On some devices, a block of page-locked host memory can also be mapped into the device’s address space by passing flag cudaHostAllocMapped to cudaHostAlloc(). Such a block has therefore two addresses: one in host memory and one in device memory. The host memory pointer is returned by cudaHostAlloc() and the device memory pointer can be retrieved using cudaHostGetDevicePointer() and used to access the block from within a
kernel.

Accessing host memory directly from within a kernel has several advantages:
  • There is no need to allocate a block in device memory and copy data between this block and the block in host memory; data transfers are implicitly performed as needed by the kernel;
  • There is no need to use streams (see Section 3.2.6.1) to overlap data transfers with kernel execution; the kernel-originated data transfers automatically overlap with kernel execution.

Since mapped page-locked memory is shared between host and device however, the application must synchronize memory accesses using streams or events (see Section 3.2.6) to avoid any potential read-after-write, write-after-read, or write-after-
write hazards.

A block of page-locked host memory can be allocated as both mapped and portable (see Section 3.2.5.1), in which case each host thread that needs to map the block to its device address space must call cudaHostGetDevicePointer() to retrieve a device pointer, as device pointers will generally differ from one host thread to the other.

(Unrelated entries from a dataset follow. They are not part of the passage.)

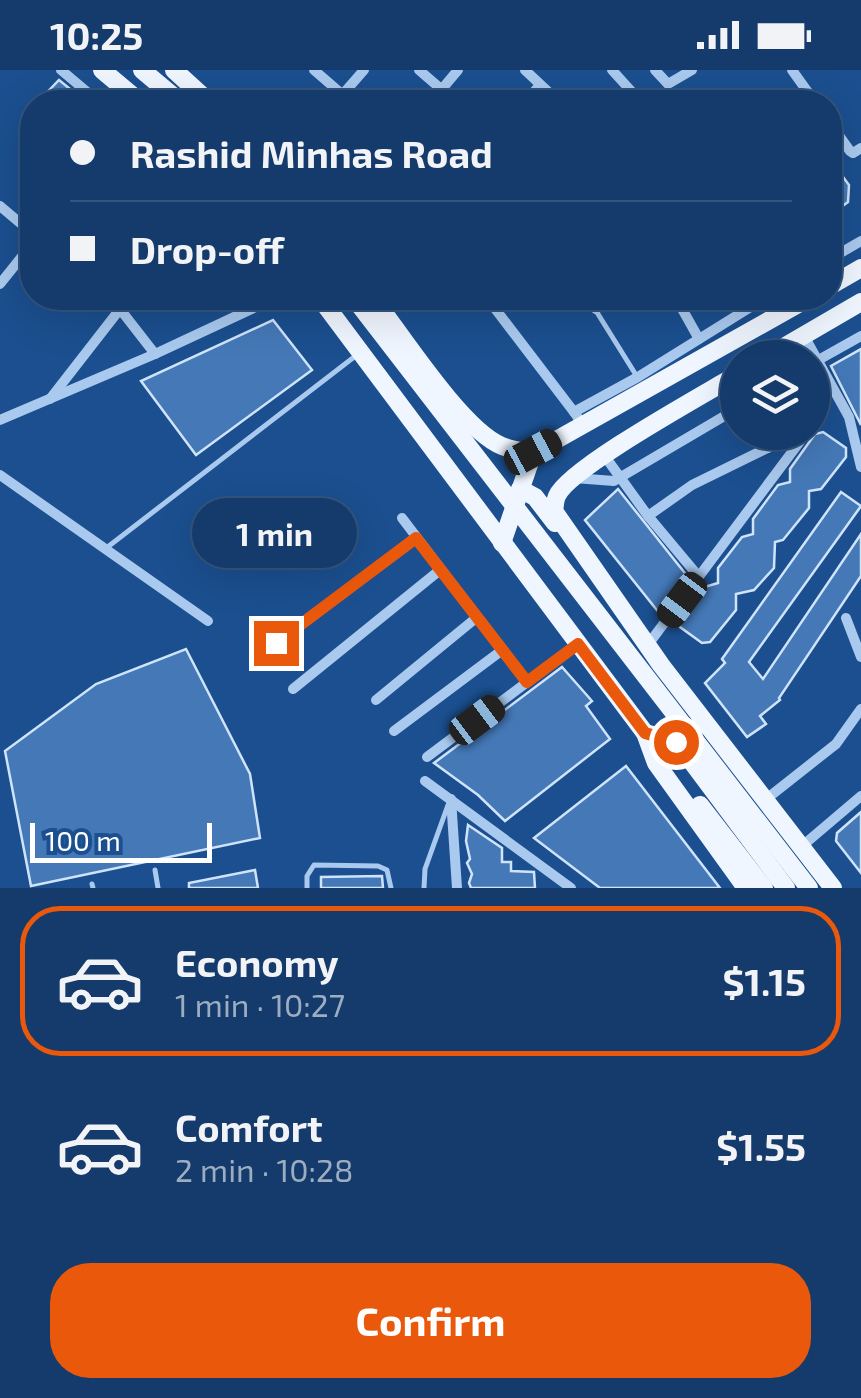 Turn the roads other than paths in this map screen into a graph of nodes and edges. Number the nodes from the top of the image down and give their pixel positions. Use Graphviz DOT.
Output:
graph roads {
  1 [pos="61,70"];
  2 [pos="102,70"];
  3 [pos="142,70"];
  4 [pos="174,70"];
  5 [pos="314,70"];
  6 [pos="419,70"];
  7 [pos="458,70"];
  8 [pos="525,70"];
  9 [pos="612,70"];
  10 [pos="656,70"];
  11 [pos="692,70"];
  12 [pos="540,85"];
  13 [pos="85,90"];
  14 [pos="126,90"];
  15 [pos="166,90"];
  16 [pos="196,90"];
  17 [pos="333,90"];
  18 [pos="442,90"];
  19 [pos="536,90"];
  20 [pos="546,90"];
  21 [pos="630,90"];
  22 [pos="842,140"];
  23 [pos="861,148"];
  24 [pos="0,206"];
  25 [pos="20,223"];
  26 [pos="20,259"];
  27 [pos="0,284"];
  28 [pos="861,302"];
  29 [pos="119,310"];
  30 [pos="121,310"];
  31 [pos="250,310"];
  32 [pos="329,310"];
  33 [pos="363,310"];
  34 [pos="383,310"];
  35 [pos="496,310"];
  36 [pos="597,310"];
  37 [pos="681,310"];
  38 [pos="748,310"];
  39 [pos="782,310"];
  40 [pos="803,334"];
  41 [pos="861,336"];
  42 [pos="794,340"];
  43 [pos="806,340"];
  44 [pos="695,348"];
  45 [pos="360,352"];
  46 [pos="156,354"];
  47 [pos="830,354"];
  48 [pos="638,377"];
  49 [pos="720,385"];
  50 [pos="830,386"];
  51 [pos="50,400"];
  52 [pos="460,411"];
  53 [pos="579,419"];
  54 [pos="720,419"];
  55 [pos="0,420"];
  56 [pos="422,435"];
  57 [pos="764,450"];
  58 [pos="791,450"];
  59 [pos="533,452"];
  60 [pos="604,456"];
  61 [pos="861,467"];
  62 [pos="0,474"];
  63 [pos="572,478"];
  64 [pos="620,478"];
  65 [pos="520,490"];
  66 [pos="648,516"];
  67 [pos="402,518"];
  68 [pos="416,538"];
  69 [pos="502,543"];
  70 [pos="104,551"];
  71 [pos="440,570"];
  72 [pos="599,577"];
  73 [pos="698,578"];
  74 [pos="476,618"];
  75 [pos="846,618"];
  76 [pos="208,622"];
  77 [pos="276,643"];
  78 [pos="578,644"];
  79 [pos="647,646"];
  80 [pos="501,651"];
  81 [pos="861,657"];
  82 [pos="527,682"];
  83 [pos="293,689"];
  84 [pos="376,700"];
  85 [pos="861,710"];
  86 [pos="394,730"];
  87 [pos="645,733"];
  88 [pos="427,757"];
  89 [pos="426,782"];
  90 [pos="861,796"];
  91 [pos="451,798"];
  92 [pos="765,800"];
  93 [pos="801,847"];
  94 [pos="155,870"];
  95 [pos="158,888"];
  96 [pos="307,888"];
  97 [pos="391,888"];
  98 [pos="424,888"];
  99 [pos="458,888"];
  100 [pos="571,888"];
  101 [pos="746,888"];
  102 [pos="764,888"];
  103 [pos="786,888"];
  104 [pos="809,888"];
  105 [pos="832,888"];
  1 -- 13 [label="street"];
  2 -- 14 [label="main road"];
  3 -- 15 [label="main road"];
  4 -- 16 [label="main road"];
  5 -- 17 [label="street"];
  6 -- 18 [label="street"];
  7 -- 18 [label="street"];
  8 -- 12 [label="street"];
  9 -- 21 [label="street"];
  10 -- 11 [label="street"];
  12 -- 19 [label="street"];
  12 -- 20 [label="street"];
  22 -- 23 [label="street"];
  24 -- 25 [label="street"];
  26 -- 27 [label="street"];
  28 -- 40 [label="main road"];
  29 -- 51 [label="street"];
  30 -- 46 [label="street"];
  31 -- 46 [label="street"];
  32 -- 45 [label="main road"];
  33 -- 104 [label="main road, bridge"];
  34 -- 52 [label="main road"];
  35 -- 53 [label="street"];
  36 -- 48 [label="lane"];
  37 -- 44 [label="street"];
  38 -- 44 [label="street"];
  39 -- 44 [label="main road"];
  40 -- 42 [label="main road"];
  40 -- 43 [label="street"];
  41 -- 47 [label="street"];
  44 -- 48 [label="street"];
  44 -- 53 [label="main road"];
  45 -- 56 [label="main road"];
  45 -- 70 [label="lane"];
  46 -- 51 [label="street"];
  48 -- 53 [label="street"];
  49 -- 60 [label="main road"];
  50 -- 61 [label="street"];
  51 -- 55 [label="street"];
  52 -- 56 [label="main road"];
  52 -- 59 [label="main road"];
  53 -- 59 [label="main road"];
  54 -- 64 [label="street"];
  56 -- 69 [label="main road"];
  57 -- 66 [label="street"];
  58 -- 73 [label="street"];
  59 -- 65 [label="main road"];
  60 -- 63 [label="main road"];
  60 -- 64 [label="street"];
  62 -- 70 [label="street"];
  63 -- 64 [label="street"];
  63 -- 72 [label="main road"];
  64 -- 66 [label="street"];
  65 -- 69 [label="main road"];
  65 -- 72 [label="main road"];
  66 -- 73 [label="street"];
  67 -- 68 [label="street"];
  68 -- 71 [label="street"];
  68 -- 77 [label="street"];
  69 -- 78 [label="main road"];
  70 -- 76 [label="street"];
  71 -- 74 [label="street"];
  71 -- 83 [label="street"];
  72 -- 79 [label="main road"];
  73 -- 79 [label="street"];
  74 -- 80 [label="street"];
  74 -- 84 [label="street"];
  75 -- 81 [label="street"];
  78 -- 82 [label="street"];
  78 -- 87 [label="main road"];
  79 -- 92 [label="main road"];
  80 -- 82 [label="street"];
  80 -- 86 [label="street"];
  82 -- 88 [label="street"];
  85 -- 92 [label="street"];
  87 -- 101 [label="main road"];
  87 -- 102 [label="main road"];
  87 -- 103 [label="main road"];
  89 -- 91 [label="street"];
  90 -- 93 [label="street"];
  91 -- 98 [label="lane"];
  91 -- 99 [label="street"];
  91 -- 100 [label="street"];
  92 -- 93 [label="main road"];
  93 -- 105 [label="main road"];
  94 -- 95 [label="lane"];
  96 -- 97 [label="lane"];
}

To be able to retrieve the device pointer to any mapped page-locked memory within a given host thread, page-locked memory mapping must be enabled by calling cudaSetDeviceFlags() with the cudaDeviceMapHost flag before any other CUDA operations is performed by the thread. Otherwise, cudaHostGetDevicePointer() will return an error.

cudaHostGetDevicePointer() also returns an error if the device does not support mapped page-locked host memory.

Applications may query whether a device supports mapped page-locked host memory or not by calling cudaGetDeviceProperties() and checking the canMapHostMemory property.



CUDA Wrapping

Quoted from Section 4.1 of CUDA Programming Guide 2.2.1: A Set of SIMT Multiprocessors with On-Chip Shared Memory


The CUDA architecture is built around a scalable array of multithreaded Streaming Multiprocessors (SMs). When a CUDA program on the host CPU invokes a kernel grid, the blocks of the grid are enumerated and distributed to multiprocessors with available execution capacity as illustrated in Figure 4-1. The threads of a thread block execute concurrently on one multiprocessor. As thread blocks terminate, new blocks are launched on the vacated multiprocessors.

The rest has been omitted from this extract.